[Saved data entries]

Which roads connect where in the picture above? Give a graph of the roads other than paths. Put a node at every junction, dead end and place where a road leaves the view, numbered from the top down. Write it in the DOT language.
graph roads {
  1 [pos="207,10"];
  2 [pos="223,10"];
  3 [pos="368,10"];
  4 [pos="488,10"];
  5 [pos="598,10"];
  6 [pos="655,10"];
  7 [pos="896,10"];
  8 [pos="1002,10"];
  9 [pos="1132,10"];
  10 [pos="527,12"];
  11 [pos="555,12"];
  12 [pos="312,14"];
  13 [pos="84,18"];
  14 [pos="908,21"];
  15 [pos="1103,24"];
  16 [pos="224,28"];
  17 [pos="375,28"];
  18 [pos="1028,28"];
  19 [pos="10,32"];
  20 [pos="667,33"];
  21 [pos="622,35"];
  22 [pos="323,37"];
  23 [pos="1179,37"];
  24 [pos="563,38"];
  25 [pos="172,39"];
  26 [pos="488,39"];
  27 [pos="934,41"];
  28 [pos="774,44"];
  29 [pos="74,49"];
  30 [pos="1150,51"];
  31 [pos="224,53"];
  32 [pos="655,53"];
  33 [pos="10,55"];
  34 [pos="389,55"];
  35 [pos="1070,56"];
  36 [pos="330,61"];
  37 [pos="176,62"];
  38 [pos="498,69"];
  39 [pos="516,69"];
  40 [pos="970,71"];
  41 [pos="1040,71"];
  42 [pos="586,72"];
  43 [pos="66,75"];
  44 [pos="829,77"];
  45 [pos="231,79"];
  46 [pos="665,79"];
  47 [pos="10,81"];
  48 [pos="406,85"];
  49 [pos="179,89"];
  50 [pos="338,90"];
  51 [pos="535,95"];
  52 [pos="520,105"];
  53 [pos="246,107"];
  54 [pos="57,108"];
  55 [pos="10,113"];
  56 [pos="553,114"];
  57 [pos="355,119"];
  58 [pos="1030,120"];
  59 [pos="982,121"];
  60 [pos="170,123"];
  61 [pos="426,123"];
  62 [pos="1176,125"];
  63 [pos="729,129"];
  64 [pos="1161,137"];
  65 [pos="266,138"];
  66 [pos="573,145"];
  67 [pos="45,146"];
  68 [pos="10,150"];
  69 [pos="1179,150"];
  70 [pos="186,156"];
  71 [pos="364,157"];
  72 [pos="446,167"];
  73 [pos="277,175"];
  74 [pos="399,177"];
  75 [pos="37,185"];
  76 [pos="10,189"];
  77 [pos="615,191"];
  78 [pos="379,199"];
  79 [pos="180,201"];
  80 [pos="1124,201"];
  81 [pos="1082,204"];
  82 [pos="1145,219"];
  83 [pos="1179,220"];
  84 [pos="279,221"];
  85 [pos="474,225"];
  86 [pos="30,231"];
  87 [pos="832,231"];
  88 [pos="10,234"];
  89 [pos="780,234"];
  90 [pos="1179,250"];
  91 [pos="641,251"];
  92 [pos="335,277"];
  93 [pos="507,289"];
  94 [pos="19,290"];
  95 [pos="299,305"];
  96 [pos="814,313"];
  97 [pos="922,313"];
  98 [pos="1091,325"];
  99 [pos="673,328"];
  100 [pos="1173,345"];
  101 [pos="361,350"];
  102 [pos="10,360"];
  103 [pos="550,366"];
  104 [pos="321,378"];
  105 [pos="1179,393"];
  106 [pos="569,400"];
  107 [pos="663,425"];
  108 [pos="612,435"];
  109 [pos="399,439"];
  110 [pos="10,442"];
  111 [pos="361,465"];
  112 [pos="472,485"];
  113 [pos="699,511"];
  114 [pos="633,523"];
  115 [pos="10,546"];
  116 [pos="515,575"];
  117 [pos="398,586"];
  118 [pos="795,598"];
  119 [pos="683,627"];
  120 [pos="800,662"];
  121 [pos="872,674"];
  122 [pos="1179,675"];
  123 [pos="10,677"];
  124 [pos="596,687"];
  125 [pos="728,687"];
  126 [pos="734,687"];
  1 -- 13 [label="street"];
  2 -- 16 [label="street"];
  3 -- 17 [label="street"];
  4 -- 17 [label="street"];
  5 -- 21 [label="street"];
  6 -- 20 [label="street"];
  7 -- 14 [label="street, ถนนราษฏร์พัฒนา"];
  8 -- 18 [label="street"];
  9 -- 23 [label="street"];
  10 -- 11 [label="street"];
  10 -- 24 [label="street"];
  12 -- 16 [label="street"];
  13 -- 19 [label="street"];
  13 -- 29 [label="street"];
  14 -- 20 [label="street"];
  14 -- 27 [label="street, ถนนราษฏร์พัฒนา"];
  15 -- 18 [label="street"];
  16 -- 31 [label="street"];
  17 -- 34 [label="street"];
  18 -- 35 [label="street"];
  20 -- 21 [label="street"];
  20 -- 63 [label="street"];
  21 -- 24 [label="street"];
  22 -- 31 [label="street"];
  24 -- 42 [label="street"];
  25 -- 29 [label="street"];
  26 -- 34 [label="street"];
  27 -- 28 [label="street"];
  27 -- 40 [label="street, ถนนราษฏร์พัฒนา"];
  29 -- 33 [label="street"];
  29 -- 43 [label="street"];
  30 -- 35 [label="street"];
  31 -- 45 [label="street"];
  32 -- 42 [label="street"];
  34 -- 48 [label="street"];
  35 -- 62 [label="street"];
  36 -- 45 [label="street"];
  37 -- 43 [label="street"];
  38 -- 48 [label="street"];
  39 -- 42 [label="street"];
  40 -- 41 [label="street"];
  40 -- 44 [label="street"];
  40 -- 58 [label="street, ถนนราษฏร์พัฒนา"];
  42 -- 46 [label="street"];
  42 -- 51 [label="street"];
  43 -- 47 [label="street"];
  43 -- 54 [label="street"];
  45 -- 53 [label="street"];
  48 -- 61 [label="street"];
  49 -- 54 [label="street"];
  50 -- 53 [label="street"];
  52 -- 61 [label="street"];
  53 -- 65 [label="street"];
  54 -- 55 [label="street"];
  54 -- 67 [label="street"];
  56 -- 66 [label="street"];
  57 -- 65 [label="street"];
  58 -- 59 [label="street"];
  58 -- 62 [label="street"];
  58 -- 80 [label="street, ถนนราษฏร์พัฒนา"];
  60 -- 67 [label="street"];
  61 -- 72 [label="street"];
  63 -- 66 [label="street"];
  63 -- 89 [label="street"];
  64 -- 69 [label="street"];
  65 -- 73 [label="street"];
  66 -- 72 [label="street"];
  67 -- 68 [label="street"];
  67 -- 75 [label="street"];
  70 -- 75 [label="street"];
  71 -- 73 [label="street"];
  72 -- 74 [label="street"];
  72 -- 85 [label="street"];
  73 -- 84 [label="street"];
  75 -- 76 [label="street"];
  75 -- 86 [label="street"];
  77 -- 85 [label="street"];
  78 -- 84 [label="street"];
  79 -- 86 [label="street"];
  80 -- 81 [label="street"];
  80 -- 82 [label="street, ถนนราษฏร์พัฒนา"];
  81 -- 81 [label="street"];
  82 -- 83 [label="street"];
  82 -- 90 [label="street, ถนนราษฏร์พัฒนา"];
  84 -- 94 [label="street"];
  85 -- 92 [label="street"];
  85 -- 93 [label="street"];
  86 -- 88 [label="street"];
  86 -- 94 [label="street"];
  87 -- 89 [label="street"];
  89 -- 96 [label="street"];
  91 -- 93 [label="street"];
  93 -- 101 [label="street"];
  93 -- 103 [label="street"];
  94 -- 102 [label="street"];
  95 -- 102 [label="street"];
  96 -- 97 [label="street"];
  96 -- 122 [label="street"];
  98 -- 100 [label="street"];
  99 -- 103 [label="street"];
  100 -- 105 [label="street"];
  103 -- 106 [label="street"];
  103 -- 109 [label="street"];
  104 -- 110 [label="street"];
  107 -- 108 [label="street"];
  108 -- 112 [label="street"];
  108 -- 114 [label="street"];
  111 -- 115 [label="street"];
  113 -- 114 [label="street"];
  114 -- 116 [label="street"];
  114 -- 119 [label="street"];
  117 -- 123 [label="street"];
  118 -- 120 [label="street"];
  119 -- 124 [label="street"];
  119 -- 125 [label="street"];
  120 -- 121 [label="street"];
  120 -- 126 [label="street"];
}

Exercise aim | Each line of the records with the word "ถนนราษฏร" in it is to be copied.

Answer space |
  7 -- 14 [label="street, ถนนราษฏร์พัฒนา"];
  14 -- 27 [label="street, ถนนราษฏร์พัฒนา"];
  27 -- 40 [label="street, ถนนราษฏร์พัฒนา"];
  40 -- 58 [label="street, ถนนราษฏร์พัฒนา"];
  58 -- 80 [label="street, ถนนราษฏร์พัฒนา"];
  80 -- 82 [label="street, ถนนราษฏร์พัฒนา"];
  82 -- 90 [label="street, ถนนราษฏร์พัฒนา"];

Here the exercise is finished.